Required action >> Every line in the data below that includes "Krablerstraße" belongs in the answer, copied as it stands.

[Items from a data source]
BEGIN

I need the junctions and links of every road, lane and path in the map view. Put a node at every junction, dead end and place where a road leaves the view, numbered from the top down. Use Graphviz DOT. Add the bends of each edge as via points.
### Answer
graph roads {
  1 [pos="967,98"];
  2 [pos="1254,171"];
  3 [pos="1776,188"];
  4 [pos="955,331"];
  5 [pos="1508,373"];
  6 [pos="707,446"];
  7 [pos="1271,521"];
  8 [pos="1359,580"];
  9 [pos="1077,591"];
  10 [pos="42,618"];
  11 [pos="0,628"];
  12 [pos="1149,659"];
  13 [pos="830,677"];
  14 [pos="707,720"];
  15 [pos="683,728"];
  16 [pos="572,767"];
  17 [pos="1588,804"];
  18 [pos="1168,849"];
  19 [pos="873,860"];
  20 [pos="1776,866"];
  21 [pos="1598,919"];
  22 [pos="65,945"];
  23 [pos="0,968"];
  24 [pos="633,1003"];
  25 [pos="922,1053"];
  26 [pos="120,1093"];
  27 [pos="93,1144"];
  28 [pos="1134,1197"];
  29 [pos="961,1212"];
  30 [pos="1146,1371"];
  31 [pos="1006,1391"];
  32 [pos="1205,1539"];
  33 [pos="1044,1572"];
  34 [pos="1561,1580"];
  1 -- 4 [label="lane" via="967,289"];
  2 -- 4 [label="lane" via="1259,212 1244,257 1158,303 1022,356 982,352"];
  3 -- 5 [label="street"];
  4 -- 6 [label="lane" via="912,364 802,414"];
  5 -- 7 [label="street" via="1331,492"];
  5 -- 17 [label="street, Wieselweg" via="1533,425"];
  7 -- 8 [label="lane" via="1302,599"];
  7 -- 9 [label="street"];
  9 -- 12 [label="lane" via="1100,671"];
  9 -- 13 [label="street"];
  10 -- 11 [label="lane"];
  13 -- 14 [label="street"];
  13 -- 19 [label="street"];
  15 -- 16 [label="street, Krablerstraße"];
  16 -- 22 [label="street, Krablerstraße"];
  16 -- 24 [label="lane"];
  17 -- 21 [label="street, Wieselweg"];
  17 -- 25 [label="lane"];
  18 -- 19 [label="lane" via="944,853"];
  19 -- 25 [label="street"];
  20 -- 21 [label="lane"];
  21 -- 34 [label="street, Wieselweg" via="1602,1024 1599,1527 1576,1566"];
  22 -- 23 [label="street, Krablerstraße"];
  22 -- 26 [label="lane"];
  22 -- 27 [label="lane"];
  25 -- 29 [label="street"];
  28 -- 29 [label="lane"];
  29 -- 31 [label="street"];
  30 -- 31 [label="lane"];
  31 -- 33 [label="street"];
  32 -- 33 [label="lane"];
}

END

Written answer >>
  15 -- 16 [label="street, Krablerstraße"];
  16 -- 22 [label="street, Krablerstraße"];
  22 -- 23 [label="street, Krablerstraße"];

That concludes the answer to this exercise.